=== Begin Enclosure ===
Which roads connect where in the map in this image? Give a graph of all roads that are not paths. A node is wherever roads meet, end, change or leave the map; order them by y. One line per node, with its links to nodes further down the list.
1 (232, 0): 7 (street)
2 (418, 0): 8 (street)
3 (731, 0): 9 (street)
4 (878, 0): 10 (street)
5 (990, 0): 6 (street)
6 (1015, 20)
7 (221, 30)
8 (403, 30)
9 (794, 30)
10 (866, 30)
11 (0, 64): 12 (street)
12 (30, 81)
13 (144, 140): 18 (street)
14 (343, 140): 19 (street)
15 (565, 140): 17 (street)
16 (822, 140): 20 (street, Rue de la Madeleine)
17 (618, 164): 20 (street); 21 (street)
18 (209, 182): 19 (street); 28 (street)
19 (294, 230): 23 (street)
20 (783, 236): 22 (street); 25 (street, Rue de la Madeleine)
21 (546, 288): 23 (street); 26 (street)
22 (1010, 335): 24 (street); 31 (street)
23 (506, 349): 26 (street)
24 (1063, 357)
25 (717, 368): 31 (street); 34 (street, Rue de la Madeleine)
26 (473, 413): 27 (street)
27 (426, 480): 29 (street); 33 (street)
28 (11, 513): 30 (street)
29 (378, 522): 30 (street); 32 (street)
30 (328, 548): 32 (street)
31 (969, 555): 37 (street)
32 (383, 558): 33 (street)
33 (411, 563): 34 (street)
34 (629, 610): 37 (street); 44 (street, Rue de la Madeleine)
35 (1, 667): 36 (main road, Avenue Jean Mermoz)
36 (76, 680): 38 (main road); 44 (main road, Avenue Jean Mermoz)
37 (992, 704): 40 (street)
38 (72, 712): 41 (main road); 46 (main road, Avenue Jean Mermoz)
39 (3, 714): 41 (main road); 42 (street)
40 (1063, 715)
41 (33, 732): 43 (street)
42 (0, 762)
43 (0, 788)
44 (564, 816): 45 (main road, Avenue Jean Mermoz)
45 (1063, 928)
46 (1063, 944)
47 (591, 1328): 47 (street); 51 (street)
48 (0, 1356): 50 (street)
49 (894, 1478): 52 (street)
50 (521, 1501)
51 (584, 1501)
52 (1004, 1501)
=== End Enclosure ===
What you will do:
Would you reproduce the whole listing above, word for word?

Solved exercise:
Which roads connect where in the map in this image? Give a graph of all roads that are not paths. A node is wherever roads meet, end, change or leave the map; order them by y. One line per node, with its links to nodes further down the list.
1 (232, 0): 7 (street)
2 (418, 0): 8 (street)
3 (731, 0): 9 (street)
4 (878, 0): 10 (street)
5 (990, 0): 6 (street)
6 (1015, 20)
7 (221, 30)
8 (403, 30)
9 (794, 30)
10 (866, 30)
11 (0, 64): 12 (street)
12 (30, 81)
13 (144, 140): 18 (street)
14 (343, 140): 19 (street)
15 (565, 140): 17 (street)
16 (822, 140): 20 (street, Rue de la Madeleine)
17 (618, 164): 20 (street); 21 (street)
18 (209, 182): 19 (street); 28 (street)
19 (294, 230): 23 (street)
20 (783, 236): 22 (street); 25 (street, Rue de la Madeleine)
21 (546, 288): 23 (street); 26 (street)
22 (1010, 335): 24 (street); 31 (street)
23 (506, 349): 26 (street)
24 (1063, 357)
25 (717, 368): 31 (street); 34 (street, Rue de la Madeleine)
26 (473, 413): 27 (street)
27 (426, 480): 29 (street); 33 (street)
28 (11, 513): 30 (street)
29 (378, 522): 30 (street); 32 (street)
30 (328, 548): 32 (street)
31 (969, 555): 37 (street)
32 (383, 558): 33 (street)
33 (411, 563): 34 (street)
34 (629, 610): 37 (street); 44 (street, Rue de la Madeleine)
35 (1, 667): 36 (main road, Avenue Jean Mermoz)
36 (76, 680): 38 (main road); 44 (main road, Avenue Jean Mermoz)
37 (992, 704): 40 (street)
38 (72, 712): 41 (main road); 46 (main road, Avenue Jean Mermoz)
39 (3, 714): 41 (main road); 42 (street)
40 (1063, 715)
41 (33, 732): 43 (street)
42 (0, 762)
43 (0, 788)
44 (564, 816): 45 (main road, Avenue Jean Mermoz)
45 (1063, 928)
46 (1063, 944)
47 (591, 1328): 47 (street); 51 (street)
48 (0, 1356): 50 (street)
49 (894, 1478): 52 (street)
50 (521, 1501)
51 (584, 1501)
52 (1004, 1501)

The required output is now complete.